HospitalInspections.org

Bringing transparency to federal inspections

595 WEST STATE ST

DOYLESTOWN, PA 18901

LABORATORY SERVICES

Tag No.: A0576

Based on review of facility documents and medical records (MR), and interview with staff (EMP), it was determined the facility failed to ensure safe blood transfusion services for one of 20 medical records reviewed (MR1).

Findings include:

Review of facility laboratory policy "Special Antigen Typing," revised January 2010 revealed the procedure for testing red blood cells for possessing antigens. "Procedure: 4. Record the results on 'Reagent Record Sheet' in the Blood Bank QC [Quality Control] Book and on the Antigen Typing Log Sheet (One sheet for each patient tested)" ... and additional references noted for further information in the "Technical Manual: American Association of Blood Banks, See individual policy and procedure package inserts for additional references."

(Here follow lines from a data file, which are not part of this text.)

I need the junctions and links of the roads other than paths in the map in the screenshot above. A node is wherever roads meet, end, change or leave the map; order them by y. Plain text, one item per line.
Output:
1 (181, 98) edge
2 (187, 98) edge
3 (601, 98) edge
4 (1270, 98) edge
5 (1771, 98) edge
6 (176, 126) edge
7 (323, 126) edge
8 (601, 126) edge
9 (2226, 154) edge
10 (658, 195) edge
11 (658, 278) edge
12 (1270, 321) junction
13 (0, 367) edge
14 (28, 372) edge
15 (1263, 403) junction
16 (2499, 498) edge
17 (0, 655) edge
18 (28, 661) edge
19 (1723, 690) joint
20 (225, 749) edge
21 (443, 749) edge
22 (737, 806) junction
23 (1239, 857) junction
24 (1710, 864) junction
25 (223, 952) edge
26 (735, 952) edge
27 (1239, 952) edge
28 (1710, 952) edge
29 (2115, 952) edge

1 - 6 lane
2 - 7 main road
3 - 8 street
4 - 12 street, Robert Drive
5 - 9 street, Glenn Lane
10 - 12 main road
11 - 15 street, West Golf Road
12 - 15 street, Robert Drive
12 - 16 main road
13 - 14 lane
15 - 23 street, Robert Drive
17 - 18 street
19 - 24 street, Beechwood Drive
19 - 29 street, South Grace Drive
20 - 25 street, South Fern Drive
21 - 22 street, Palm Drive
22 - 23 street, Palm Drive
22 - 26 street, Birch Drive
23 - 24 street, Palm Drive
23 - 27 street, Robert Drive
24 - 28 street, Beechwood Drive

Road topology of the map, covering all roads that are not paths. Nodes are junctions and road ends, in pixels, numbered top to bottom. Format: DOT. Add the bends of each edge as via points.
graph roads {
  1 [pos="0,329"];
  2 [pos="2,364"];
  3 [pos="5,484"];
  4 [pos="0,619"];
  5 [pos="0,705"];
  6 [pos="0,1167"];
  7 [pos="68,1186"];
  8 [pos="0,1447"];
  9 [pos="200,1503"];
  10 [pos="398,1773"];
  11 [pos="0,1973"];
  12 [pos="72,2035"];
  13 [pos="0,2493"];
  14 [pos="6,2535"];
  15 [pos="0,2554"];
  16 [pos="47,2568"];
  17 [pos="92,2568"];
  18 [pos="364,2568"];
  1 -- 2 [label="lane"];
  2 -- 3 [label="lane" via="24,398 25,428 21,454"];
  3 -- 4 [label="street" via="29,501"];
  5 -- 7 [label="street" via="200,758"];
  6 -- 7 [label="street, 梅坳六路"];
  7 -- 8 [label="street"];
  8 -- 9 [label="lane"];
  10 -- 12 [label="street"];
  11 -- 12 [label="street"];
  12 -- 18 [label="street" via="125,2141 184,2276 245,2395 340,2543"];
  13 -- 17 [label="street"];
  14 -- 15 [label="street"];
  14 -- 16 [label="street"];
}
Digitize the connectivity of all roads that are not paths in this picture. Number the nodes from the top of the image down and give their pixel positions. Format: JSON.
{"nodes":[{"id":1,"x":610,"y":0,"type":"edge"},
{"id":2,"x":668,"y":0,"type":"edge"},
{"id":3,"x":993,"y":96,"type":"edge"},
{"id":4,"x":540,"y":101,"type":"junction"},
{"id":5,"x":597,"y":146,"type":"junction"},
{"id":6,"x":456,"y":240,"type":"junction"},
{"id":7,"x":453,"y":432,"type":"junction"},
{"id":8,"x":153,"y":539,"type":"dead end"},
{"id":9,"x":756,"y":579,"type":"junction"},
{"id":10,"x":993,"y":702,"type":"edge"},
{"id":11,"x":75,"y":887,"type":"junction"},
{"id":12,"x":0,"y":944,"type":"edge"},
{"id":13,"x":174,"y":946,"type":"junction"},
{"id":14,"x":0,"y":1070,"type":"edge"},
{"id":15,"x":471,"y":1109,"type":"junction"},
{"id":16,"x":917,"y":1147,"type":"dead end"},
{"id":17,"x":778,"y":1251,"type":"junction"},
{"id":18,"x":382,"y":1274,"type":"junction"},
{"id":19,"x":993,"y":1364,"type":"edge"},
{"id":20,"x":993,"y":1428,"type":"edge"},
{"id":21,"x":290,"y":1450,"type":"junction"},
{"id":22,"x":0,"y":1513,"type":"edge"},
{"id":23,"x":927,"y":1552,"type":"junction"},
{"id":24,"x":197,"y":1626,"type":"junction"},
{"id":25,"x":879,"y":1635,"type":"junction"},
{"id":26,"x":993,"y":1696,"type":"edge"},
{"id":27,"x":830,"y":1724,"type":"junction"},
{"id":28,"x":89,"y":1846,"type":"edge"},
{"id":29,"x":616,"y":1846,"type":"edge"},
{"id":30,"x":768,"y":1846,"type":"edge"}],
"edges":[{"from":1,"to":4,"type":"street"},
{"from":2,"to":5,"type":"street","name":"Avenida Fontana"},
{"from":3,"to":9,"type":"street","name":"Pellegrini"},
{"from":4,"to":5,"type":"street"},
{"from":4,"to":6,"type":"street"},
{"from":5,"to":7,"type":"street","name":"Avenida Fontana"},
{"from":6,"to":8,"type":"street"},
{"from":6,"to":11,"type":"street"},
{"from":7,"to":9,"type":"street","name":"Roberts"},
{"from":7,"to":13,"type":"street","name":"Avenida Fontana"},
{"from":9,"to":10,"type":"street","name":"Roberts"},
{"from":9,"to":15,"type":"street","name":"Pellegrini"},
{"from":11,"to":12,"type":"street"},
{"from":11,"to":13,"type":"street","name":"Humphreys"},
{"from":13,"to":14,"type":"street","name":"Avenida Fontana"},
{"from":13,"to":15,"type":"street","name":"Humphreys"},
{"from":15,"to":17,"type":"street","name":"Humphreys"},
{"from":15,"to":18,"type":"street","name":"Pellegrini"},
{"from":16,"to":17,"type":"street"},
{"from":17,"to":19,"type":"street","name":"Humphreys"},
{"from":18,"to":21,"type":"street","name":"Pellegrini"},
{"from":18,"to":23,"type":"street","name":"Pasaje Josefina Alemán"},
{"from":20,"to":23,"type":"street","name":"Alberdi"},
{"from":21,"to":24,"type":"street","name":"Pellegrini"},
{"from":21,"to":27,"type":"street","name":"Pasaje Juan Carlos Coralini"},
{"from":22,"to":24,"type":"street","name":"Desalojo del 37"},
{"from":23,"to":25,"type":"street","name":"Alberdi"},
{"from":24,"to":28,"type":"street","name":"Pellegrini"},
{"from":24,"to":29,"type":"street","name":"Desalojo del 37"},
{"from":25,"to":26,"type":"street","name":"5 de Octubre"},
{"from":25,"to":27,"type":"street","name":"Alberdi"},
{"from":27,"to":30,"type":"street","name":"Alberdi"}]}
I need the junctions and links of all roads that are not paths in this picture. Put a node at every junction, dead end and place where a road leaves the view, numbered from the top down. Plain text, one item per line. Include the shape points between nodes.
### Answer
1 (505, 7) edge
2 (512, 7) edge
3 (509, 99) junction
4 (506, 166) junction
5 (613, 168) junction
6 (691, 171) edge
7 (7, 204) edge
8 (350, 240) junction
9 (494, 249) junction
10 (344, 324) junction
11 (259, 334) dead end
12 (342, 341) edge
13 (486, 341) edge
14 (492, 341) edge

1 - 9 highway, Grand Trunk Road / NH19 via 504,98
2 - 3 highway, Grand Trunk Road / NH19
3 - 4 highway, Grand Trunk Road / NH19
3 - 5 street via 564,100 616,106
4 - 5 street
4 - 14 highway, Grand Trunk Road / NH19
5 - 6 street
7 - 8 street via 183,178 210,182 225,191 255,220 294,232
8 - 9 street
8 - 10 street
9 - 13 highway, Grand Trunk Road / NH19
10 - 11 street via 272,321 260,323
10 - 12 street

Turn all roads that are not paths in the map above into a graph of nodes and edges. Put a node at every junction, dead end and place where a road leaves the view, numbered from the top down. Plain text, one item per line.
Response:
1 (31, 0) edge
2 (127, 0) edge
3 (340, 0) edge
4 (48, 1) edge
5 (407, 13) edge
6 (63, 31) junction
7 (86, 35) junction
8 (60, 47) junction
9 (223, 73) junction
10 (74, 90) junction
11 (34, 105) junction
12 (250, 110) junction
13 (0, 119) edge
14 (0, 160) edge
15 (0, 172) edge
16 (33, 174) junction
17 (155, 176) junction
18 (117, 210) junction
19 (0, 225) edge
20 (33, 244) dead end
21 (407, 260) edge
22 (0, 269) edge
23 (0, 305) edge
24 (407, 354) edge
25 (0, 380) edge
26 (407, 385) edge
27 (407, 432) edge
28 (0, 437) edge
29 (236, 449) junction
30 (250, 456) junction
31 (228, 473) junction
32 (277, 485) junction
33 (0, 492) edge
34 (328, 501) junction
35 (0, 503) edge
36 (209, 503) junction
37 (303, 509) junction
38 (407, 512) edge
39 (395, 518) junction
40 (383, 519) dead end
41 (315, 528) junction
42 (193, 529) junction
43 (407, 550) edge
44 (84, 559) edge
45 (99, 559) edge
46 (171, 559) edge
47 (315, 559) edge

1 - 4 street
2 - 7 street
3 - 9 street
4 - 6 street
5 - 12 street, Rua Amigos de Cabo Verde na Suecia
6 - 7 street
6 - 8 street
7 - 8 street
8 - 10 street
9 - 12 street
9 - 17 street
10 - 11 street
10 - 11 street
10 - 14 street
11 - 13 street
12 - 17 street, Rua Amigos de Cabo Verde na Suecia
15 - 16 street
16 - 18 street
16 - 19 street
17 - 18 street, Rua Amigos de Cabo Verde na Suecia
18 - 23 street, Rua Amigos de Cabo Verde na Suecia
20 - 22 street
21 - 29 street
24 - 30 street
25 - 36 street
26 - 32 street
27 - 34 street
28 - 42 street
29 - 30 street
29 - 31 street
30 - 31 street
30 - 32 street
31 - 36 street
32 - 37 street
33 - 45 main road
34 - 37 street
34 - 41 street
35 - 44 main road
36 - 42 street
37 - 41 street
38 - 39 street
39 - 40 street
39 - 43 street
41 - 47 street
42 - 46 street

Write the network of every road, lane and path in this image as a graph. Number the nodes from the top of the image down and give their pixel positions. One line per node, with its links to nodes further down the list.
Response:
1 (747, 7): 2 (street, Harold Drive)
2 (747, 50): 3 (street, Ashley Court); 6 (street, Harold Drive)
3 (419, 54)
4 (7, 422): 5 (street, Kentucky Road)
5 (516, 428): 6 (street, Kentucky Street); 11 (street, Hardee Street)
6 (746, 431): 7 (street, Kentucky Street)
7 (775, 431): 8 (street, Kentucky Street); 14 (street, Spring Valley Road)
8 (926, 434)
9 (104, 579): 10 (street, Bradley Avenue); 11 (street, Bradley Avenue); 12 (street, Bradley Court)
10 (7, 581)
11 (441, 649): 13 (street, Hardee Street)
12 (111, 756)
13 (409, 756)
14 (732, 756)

Review of laboratory policy "Anti C, E, c -, e, BioClone," revised February 2007 revealed the test was used to determined if the same of red blood cells possessing antigens will agglutinate in the presence of antibody directed toward the antigens "... Procedure ... 2. To a properly labeled test tube, add one drop of the appropriate anti-sera reagent."

1) Review of MR1 revealed the patient was admitted to the facility on October 17, 2010, through the Emergency Department. Review of a physician blood bank order for MR1 dated October 17, 2010, revealed "Type and Crossmatch Urgent Quantity 2." Review of nursing documentation for MR1 dated October 17, 2010, revealed that the patient experienced "chills, cough, bilateral arm pain" during transfusion of the second unit. Review of physician documentation for MR1 dated October 17, 2010, revealed the patient received an incompatible unit of blood causing a hemolytic blood transfusion reaction. Review of physician documentation for MR1 dated October 19, 2010, revealed that the patient required insertion of a hemodialysis catheter and had received one hemodialysis treatment at the time of the investigation on October 17, 2010.

2) Interview with EMP5 on October 21, 2010, at approximately 11:00 AM confirmed that the Medical Laboratory Technician (MLT) did not follow common laboratory practices and departmental policy by not labeling all tubes and blood segments during the antigen testing procedure and by not discarding the incompatible blood unit from the work area that led to the subsequent hemolytic blood transfusion reaction for the patient in MR1. Further interview with EMP5 confirmed that the MLT, a recent graduate, was the only staff on duty in the Blood Bank on October 17, 2010, and the MLT did not feel comfortable performing the procedure.